3.8. Main Rice Culture Problems in RCIF
As shown in
Table 8, there were six rice culture constraints reported by more than half of the surveyed farmers, including weak recognition of requirements of rice culture for a specific RCIF mode (73.6%), lack of suitable rice varieties (77.9%), lack of suitable agricultural machinery for RCIF (81.7%), shortage of pesticides resistant to pests and diseases but are healthy to crayfish (76.4%), and it is hard to determine a N fertilizer application scheme (74.5%), indicating that these problems were quite popular in RCIF. They were generally similar to our analysis in the above contents of this paper. Another constraint offered by a few farmers who conducted RCM was that they were unaware of the proper period for rice–crayfish mutualism with deep irrigation (20.2%). It has been widely recognized that water management for high-yield rice cultivation is mainly based on shallow and wet irrigation and drainage for controlling ineffective tillers is necessary [
25,
26,
27]. Although semi-deep irrigation is beneficial to crayfish culture, it has also shown an adverse impact on rice lodging resistance, according our recent research [
12]. Therefore, it is necessary to understand that when to undertake semi-deep irrigation to both promote crayfish growth and to reduce the negative impact on rice development. However, related information remains unclear.

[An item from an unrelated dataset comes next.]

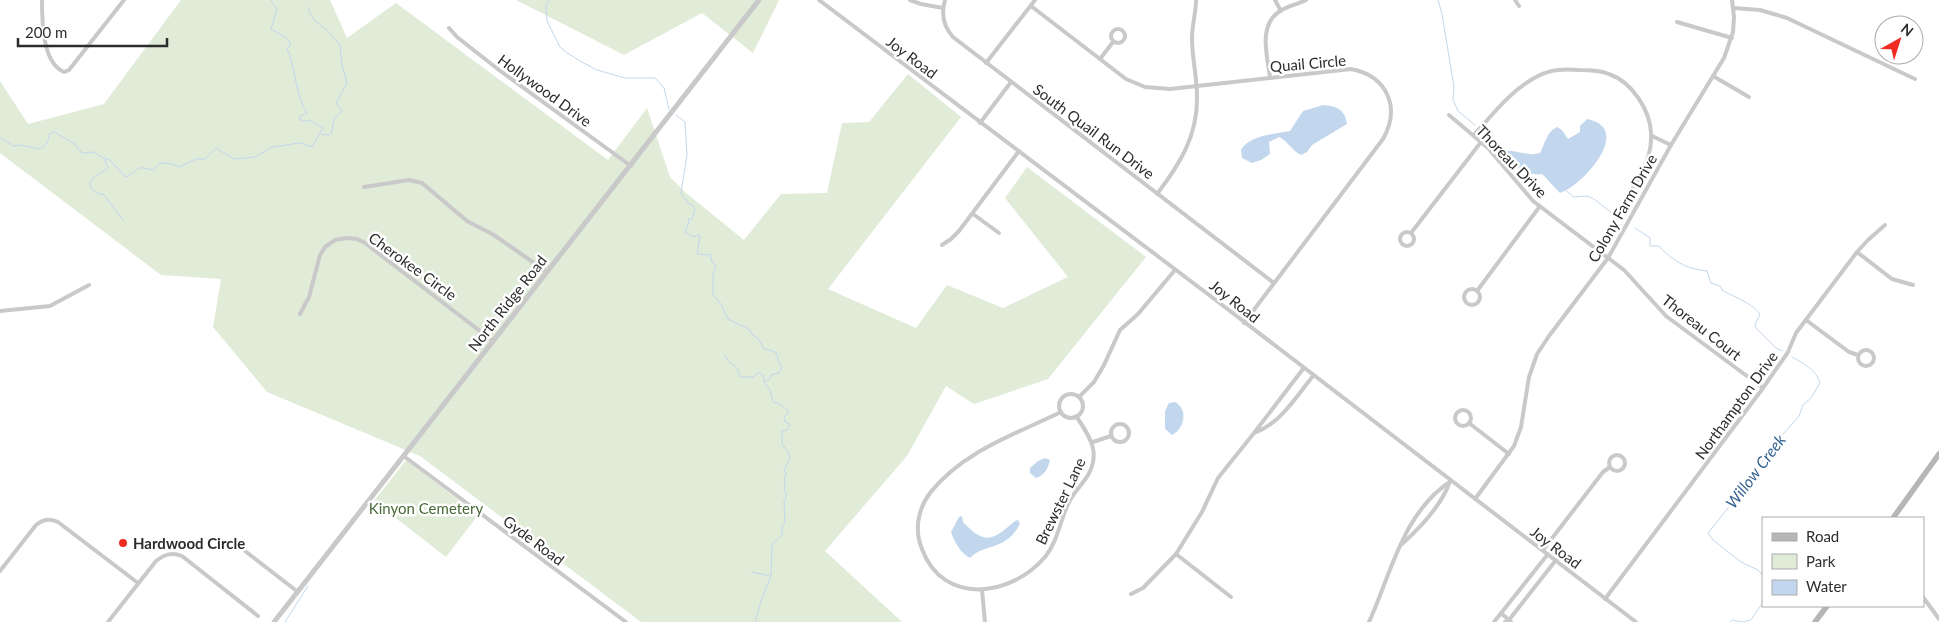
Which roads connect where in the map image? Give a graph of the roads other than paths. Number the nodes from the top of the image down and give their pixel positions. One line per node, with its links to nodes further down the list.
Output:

From these common constraints, we detected that farmers had limited knowledge of appropriate rice cultivation techniques under RCIF currently. To our knowledge, there has been a distinct lack of information about the impact of RCIF on the rice growth environment in various aspects, such as changes in the soil physicochemical properties under continuous feeding, Elodea nuttallii returning, occurrence of pests and diseases, field microclimate, performance of rice lodging resistance, and others, which could have significant effects on the rice yield and quality. Only based on sufficient understanding of these questions could useful countermeasures be suggested to improve the rice cultivation level in RCIF. Consequently, it is quite urgent for researchers to pay more attention to the influence of RCIF on the rice growth environment from various aspects, like the soil characteristics, microclimate of the paddy field, and plant physiology.